Kathmandu: The Global Campaign for the Release of Political Prisoners in Bhutan (GCRPPB)—an exile-based Bhutanese civil society organization—has strongly raised the issues of Bhutanese political prisoners, Bhutanese refugee crisis and the need to grant the right to resettled former Bhutanese refugees with an overseas passport to visit Bhutan and the needs of an independent human rights body inside Bhutan to monitor the violations of human rights in the country.
Ram Karki, Founder and Global Coordinator of GCRPPB raised these concerns on Wednesday at the United Nations Headquarters in Geneva during Universal Periodic Review (UPR) pre-sessions on Bhutan in the presence of the Geneva-based Bhutanese Ambassador Extraordinary and Plenipotentiary Tenzin Rondel WANGCHUK and its permanent representative Dechen Om and the large numbers of members of permanent missions of several countries and the members of civil societies from 14 countries whose UPR session takes place this November.
Regarding Bhutanese political prisoners, Karki urged the government to grant amnesty to all its political prisoners immediately and unconditionally. He requested the member states to make the following recommendations in the forthcoming Universal Periodic Review (UPR) on Bhutan: Grant amnesty to all 34 political prisoners immediately and unconditionally, ensure that released political prisoners receive proper rehabilitation inside the country and are compensated adequately, and invite International Committee of the Red Cross (ICRC) to monitor prison conditions and facilitate family visits.
Regarding Bhutanese refugees, and those resettled former Bhutanese with overseas passports willing to visit Bhutan, the international community was urged to make the following recommendations to Bhutan: 1. Immediately develop a process for repatriating all those Bhutanese refugees who wish to return with honour and dignity in a time-bound manner under the supervision of the UNHCR. 2. Guarantee the right of former Bhutanese citizens with overseas passports to obtain tourist visas to visit Bhutan to meet their near and dear ones.
Explaining the several incidents of human rights violations such as arbitrary detention, unfair trials,
unlawful state seizures of private land, lack of freedom of expression and speech and discrimination in the recognition of citizenship in Bhutan, the International Community was asked to make the following recommendations to Bhutan in the forthcoming UPR session on Bhutan: Take immediate measures to establish an Independent Human Rights Institution in Bhutan, per the Paris Principles, eliminate all obstacles curtailing the country’s freedom of press, speech, and expression and allow international human rights organizations to operate in the country.

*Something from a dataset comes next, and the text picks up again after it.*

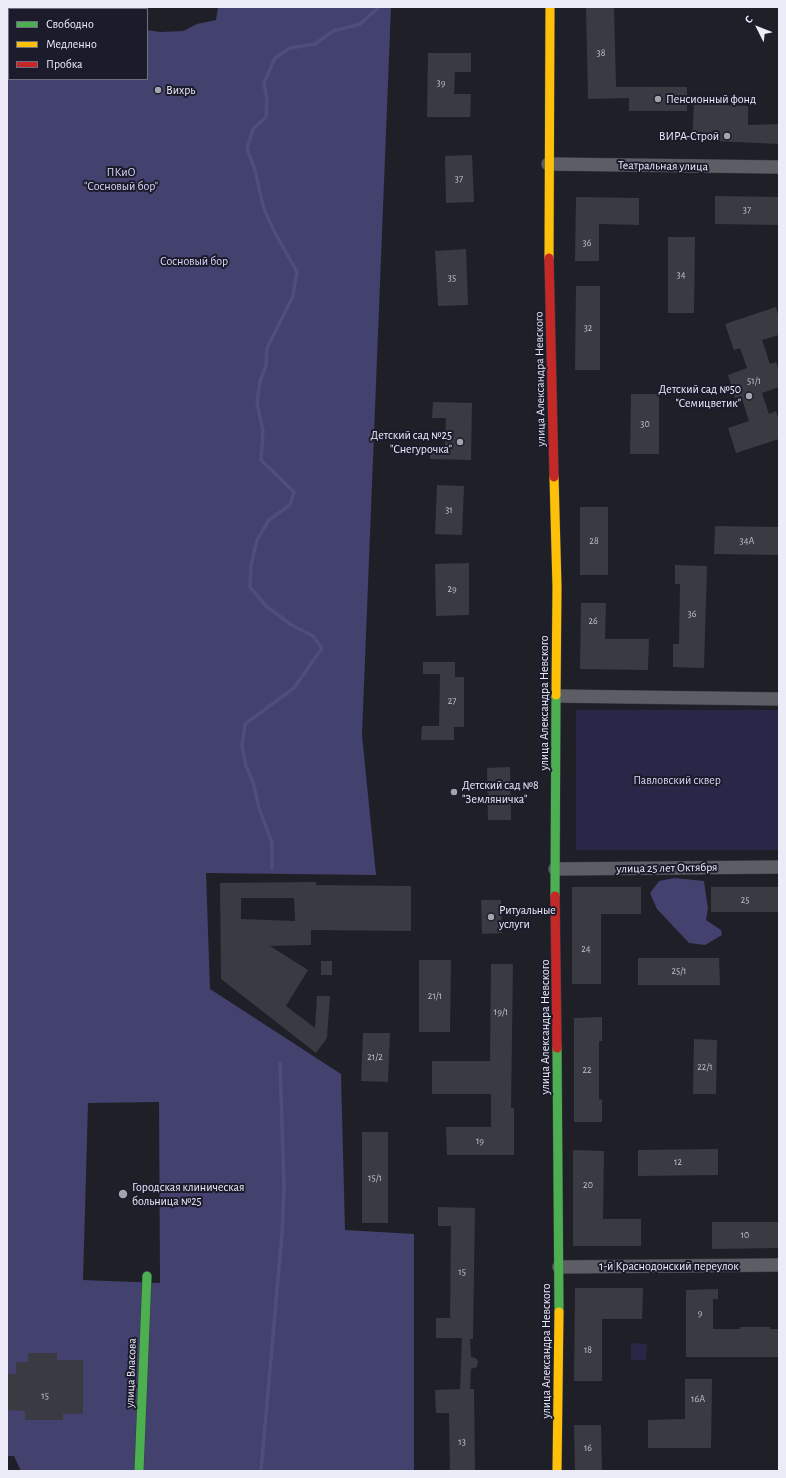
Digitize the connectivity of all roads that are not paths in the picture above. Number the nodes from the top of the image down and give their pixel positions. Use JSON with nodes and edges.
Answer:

Ram Karki also participated in the EU-Civil Society consultation at its Geneva based office on Wednesday where he urged EU countries to make strong recommendations to Bhutan in the forthcoming UPR session. European Union countries were also asked to urge the Bhutan government to stop dumping into India those political prisoners who were released after completing their prison terms immediately after being released and ask Bhutan to rehabilitate them inside the country with adequate compensation or arrange family reunion liaisoning with the countries where such prisoners’ families are resettled.
Karki, as a representative of a Bhutanese refugee organization, raised the issues at the UN while high-level Bhutanese government officials listened as audience, along with a large number of permanent representatives of the UN member countries.
Following the forceful expulsion of tens of thousands of Nepali-speaking Bhutanese in the 1990s, Bhutan imprisoned numerous human rights activists between the early 1990s and 2009 for their involvement in peaceful political activities, such as distributing political literature and organizing awareness meetings. Human Rights Watch, in its inaugural report published in March 2023,
documented 37 such individuals. Of these, three have been released upon completing their sentences, leaving 34 currently imprisoned, many serving life sentences.
The UN Working Group on Arbitrary Detention visited Bhutan from January 14 to 24, 2019, and found that many prisoners convicted of terrorism appeared unrelated to terrorism. The report also noted that defendants often lacked legal representation at critical stages of their proceedings. Additionally, detainees were frequently unaware of their right to legal counsel due to inadequate notification by the police. Various former political prisoners with whom GCRPPB has engaged attest to this maltreatment and report having had no access to legal resources.
According to a former political prisoner released in July, ‘life inside jail has become more difficult with no connection to family or relatives.’ Since the International Committee of the Red Cross (ICRC) withdrew its Reconnecting Families program, political prisoners have been unable to see or hear from their loved ones for over a decade now. Also, the ICRC handed over its project to the Bhutan Red Cross Society, led by the Bhutanese Queen. This organization holds an unsupportive stance toward political prisoners, whom their narrative falsely labels as “anti-national” or “terrorist.” Meanwhile, conditions for prisoners have deteriorated, with worsening health, food, bedding, and other necessities, and doctor visits now facing delays of 6 to 8 months.